Based on this categorization and sequence, I created testing flow. I have discussed exact steps which we followed.
Step 1: Data Staging Validation
When: Before data lands into Hadoop
Where: Local File System
- Compare the number of files – We had used shell scripts to compare the count of files in source and destination folders using timestamp. The timestamp can be extracted from filenames as files were named after creation time.
- Validating the number of records – We had used shell scripts to validate number of records before and after processing.
- Identify outdated data – We had used shell scripts to check if there is any out-dated data coming in from sources. This can happen when the user has switched off his internet connection for some amount of time and once he switches on the internet it will start sending previously generated data to the data server. In such scenarios, we identify such files and move them out of the current process so that they don’t unnecessarily consume processing time and space.
Step 2: Data Processing Validation
When: After processing or aggregating data stored in Hadoop
- I had fetched few samples from aggregated data stored in an aggregated table using a hive query and compared with raw data stored in the raw data table.
- I had written a shell script which counts a number of records in source files for certain period with data stored in HBase using hive query written in same shell script.
- There was a step where we chopped CSV files for location network vertically based on row key as flume can take only 30 columns at a time whereas we had more than 55. This makes data testing crucial as it is not only about horizontal data testing but about vertical too. I wrote a hive script which periodically checks before every aggregation that there are no NULL columns in HBase.
Step 3: Reports Validation
- Data Validation: I used to test data in the PHP based report for different combinations of time. The crux of the data testing here is that if I don’t find data on report for a specific period, I would have to reverse engineer whole process until I find at which stage the data was missed. The data can be missed when impala fetches data for a report or during hive aggregation or while flume loads data or when data pre-processing is done using scripting. This is strictly a manual effort and requires access to whole system and patience.
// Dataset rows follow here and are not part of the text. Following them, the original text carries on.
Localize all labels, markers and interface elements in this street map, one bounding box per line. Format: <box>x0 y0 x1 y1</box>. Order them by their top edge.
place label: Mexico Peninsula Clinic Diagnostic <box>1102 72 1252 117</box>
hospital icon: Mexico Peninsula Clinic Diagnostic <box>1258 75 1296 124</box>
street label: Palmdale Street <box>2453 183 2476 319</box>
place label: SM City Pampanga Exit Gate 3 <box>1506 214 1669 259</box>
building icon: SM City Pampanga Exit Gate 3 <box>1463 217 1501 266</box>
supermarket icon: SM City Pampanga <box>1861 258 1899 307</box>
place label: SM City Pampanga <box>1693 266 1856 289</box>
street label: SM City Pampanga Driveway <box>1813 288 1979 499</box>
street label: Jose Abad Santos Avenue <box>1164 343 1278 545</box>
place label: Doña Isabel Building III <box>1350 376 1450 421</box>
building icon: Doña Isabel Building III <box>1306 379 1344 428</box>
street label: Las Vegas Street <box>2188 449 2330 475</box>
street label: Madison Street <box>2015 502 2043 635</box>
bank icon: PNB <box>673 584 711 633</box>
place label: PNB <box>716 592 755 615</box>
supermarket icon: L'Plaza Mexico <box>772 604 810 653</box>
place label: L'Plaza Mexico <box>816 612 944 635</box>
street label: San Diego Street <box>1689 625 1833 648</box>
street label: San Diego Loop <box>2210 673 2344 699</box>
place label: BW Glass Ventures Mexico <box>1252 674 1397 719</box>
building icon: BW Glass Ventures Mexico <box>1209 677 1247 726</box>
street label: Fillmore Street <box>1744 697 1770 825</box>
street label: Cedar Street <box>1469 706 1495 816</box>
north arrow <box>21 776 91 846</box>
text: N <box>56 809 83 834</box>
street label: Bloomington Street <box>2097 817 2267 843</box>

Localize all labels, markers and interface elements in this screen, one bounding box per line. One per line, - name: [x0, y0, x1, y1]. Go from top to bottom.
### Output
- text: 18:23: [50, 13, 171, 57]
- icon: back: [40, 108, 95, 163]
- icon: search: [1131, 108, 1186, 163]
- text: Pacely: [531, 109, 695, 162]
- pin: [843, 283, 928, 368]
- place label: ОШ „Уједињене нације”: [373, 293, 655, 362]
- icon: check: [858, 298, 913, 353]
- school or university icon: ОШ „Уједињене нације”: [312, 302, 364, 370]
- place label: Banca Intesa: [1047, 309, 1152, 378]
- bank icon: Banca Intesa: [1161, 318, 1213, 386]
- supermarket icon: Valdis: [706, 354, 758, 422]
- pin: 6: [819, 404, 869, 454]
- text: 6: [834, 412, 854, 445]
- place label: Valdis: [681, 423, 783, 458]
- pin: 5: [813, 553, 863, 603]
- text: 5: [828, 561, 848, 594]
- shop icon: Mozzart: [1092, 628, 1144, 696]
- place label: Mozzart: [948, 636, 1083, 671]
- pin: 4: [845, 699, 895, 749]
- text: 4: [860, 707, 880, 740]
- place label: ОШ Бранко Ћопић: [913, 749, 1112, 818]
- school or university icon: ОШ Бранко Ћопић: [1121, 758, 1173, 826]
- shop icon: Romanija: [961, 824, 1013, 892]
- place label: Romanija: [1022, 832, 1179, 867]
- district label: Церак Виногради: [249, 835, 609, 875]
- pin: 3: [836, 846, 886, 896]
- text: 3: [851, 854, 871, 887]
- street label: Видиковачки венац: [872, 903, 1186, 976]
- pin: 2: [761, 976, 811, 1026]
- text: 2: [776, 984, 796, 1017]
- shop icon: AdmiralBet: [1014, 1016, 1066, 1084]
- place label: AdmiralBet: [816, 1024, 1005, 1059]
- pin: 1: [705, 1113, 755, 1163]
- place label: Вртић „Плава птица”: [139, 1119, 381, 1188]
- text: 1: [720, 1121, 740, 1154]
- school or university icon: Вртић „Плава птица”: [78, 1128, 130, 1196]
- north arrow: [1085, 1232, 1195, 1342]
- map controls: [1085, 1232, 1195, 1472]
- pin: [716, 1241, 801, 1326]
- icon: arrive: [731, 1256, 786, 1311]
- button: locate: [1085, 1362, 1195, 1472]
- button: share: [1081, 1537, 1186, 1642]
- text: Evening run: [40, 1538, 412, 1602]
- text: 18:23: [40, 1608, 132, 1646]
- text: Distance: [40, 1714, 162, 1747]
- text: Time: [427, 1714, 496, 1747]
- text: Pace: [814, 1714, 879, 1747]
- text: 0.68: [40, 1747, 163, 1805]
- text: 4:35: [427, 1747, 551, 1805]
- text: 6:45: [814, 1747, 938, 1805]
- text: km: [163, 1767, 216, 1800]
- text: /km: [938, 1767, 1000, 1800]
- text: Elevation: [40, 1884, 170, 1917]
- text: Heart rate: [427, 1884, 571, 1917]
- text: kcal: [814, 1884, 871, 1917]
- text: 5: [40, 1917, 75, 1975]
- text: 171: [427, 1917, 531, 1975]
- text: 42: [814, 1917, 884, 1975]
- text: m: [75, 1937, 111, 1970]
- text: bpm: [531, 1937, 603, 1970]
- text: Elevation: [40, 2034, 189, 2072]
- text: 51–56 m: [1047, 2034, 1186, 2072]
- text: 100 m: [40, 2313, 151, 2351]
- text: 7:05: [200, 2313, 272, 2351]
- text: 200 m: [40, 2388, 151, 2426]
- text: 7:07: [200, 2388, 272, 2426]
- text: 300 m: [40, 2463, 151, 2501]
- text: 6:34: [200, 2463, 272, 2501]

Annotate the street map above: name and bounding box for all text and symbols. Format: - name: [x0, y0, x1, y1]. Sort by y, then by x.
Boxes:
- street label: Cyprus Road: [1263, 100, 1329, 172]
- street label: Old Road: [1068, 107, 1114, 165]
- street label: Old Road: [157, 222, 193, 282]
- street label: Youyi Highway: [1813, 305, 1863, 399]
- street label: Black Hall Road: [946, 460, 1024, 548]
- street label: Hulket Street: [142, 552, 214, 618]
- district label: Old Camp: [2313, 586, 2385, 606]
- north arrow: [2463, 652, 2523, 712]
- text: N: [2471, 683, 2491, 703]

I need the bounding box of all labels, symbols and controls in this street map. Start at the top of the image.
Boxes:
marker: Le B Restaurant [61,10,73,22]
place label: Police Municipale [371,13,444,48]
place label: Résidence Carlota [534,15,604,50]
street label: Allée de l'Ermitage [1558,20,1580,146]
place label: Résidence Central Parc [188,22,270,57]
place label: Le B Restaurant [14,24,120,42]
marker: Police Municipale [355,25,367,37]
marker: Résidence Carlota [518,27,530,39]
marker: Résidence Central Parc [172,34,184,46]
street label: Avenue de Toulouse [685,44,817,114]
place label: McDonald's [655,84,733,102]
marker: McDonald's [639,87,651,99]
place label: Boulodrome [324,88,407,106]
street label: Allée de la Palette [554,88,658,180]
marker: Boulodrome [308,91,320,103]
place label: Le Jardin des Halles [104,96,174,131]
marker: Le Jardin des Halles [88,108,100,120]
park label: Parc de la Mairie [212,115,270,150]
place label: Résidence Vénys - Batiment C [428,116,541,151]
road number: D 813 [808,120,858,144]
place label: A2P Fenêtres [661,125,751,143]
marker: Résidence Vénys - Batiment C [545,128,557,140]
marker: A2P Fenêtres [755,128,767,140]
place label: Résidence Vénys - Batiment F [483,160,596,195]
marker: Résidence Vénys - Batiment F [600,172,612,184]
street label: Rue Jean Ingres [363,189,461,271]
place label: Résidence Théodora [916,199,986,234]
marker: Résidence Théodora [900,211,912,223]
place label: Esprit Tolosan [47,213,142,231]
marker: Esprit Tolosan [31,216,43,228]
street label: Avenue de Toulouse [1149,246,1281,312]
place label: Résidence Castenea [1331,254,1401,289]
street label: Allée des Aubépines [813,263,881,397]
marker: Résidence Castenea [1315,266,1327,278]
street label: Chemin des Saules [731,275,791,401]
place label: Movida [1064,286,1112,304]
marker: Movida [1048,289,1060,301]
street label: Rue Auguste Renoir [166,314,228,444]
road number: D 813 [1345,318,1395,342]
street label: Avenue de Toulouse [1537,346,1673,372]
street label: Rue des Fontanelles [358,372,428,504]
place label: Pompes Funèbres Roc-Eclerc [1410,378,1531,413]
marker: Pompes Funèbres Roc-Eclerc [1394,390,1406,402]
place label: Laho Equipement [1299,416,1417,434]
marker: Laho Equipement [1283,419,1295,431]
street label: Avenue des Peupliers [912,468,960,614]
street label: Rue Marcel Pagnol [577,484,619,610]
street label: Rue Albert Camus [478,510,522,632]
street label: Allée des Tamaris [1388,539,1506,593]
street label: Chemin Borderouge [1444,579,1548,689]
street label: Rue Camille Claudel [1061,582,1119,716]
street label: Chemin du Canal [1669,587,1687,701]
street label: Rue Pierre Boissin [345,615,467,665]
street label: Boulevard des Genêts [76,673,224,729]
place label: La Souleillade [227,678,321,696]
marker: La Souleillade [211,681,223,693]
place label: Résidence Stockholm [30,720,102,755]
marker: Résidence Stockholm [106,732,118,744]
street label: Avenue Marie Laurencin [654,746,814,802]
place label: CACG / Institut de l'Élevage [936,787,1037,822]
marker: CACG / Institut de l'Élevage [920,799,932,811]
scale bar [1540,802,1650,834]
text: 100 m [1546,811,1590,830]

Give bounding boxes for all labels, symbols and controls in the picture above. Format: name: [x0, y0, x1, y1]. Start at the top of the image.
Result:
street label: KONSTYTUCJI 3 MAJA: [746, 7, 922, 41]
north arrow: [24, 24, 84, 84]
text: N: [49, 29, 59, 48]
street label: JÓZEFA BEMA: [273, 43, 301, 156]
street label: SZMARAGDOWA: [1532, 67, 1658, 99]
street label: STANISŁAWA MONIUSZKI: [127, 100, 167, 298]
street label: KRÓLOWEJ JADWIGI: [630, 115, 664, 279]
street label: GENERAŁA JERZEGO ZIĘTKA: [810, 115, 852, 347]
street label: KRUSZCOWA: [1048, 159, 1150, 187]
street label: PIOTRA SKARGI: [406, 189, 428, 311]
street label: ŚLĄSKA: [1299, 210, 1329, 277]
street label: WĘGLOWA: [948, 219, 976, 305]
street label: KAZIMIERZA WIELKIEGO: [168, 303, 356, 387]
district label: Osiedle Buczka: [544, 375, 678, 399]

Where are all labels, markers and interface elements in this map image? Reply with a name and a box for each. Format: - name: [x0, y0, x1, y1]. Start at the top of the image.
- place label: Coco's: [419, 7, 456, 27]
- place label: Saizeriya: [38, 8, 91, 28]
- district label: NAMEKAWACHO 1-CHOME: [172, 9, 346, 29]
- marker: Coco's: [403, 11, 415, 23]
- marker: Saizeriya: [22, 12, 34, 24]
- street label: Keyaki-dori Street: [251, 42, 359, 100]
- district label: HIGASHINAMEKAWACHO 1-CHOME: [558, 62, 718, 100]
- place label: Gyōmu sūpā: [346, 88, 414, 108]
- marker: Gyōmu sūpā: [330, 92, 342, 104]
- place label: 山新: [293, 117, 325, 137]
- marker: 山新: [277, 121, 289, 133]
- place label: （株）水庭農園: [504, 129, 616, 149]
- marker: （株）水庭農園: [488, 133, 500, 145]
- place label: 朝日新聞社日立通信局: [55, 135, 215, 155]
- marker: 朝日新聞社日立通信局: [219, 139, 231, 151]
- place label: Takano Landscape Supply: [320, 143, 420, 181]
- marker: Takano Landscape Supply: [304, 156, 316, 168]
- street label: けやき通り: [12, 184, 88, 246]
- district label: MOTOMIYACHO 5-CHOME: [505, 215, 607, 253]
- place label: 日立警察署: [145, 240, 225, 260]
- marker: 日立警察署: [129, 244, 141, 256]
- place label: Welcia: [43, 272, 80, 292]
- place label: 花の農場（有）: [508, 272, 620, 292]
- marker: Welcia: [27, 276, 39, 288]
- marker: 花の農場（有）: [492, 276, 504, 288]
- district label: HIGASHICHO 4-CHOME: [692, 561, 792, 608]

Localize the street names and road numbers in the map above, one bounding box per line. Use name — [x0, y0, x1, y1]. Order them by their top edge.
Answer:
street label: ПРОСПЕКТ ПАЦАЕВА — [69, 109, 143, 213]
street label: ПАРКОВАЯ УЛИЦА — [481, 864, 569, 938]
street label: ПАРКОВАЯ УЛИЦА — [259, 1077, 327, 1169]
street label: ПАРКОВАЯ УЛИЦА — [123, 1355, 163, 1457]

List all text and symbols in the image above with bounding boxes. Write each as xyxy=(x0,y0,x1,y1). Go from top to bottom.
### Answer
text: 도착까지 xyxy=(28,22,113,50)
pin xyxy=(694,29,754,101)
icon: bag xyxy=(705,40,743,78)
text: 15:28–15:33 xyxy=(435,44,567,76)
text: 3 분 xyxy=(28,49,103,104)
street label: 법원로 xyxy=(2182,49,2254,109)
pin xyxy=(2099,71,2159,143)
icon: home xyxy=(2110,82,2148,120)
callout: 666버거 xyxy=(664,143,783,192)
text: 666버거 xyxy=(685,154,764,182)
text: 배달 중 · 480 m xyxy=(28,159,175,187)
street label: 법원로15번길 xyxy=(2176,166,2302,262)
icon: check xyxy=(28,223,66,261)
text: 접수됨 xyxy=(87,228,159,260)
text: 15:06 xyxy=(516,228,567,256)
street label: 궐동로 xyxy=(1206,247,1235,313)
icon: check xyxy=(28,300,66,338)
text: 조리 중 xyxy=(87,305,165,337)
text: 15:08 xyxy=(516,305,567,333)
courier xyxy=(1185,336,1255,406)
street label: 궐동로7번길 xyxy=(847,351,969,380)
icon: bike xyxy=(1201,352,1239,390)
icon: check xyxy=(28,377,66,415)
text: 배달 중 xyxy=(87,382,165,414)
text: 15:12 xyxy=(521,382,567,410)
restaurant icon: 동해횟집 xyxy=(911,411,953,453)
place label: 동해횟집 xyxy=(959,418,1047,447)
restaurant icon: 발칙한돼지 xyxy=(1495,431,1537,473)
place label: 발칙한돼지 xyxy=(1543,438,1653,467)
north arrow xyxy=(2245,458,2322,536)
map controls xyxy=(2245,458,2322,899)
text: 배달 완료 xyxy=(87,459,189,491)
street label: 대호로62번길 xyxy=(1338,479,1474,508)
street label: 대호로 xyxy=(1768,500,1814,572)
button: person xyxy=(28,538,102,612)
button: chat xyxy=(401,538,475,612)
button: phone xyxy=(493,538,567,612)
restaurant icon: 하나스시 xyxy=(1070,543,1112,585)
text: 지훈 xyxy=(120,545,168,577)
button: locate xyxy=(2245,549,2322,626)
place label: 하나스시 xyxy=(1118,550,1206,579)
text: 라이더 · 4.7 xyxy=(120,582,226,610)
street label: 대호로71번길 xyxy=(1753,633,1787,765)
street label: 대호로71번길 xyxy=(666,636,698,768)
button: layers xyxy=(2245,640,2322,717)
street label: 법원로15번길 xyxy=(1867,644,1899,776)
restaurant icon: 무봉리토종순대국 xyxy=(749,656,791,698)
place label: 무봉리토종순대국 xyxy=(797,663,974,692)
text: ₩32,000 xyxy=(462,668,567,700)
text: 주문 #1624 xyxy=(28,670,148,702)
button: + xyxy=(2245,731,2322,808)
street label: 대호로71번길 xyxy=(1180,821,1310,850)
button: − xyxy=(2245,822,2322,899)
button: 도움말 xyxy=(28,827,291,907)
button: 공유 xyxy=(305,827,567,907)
This was the whole process we followed for testing. After this, we have used above framework for other Big Data projects.
Though this solved the problem for us, there are some challenges while doing testing for Big Data based applications.
Big Data Testing Challenges
- Expensive to create a test environment
It is bit expensive to create a test environment for Big Data projects. With the due risk of data handling, it is not advised to do testing in the development environment. Hence, it becomes inevitable to have separate machines for testing. Based on the volume of data, the cost may vary.
- Difficult to obtain right/meaningful testing data
This one can be a real show stopper. At the same time, it is vital to get it right. With data variety and volume, it becomes a bit difficult to get meaningful testing data. To solve this, make sure to find a sample of data which will cover all negative test cases. It can be a bit time-consuming task. But needs to be done!
I hope this article helps those who are looking for a testing methodology for Big Data applications.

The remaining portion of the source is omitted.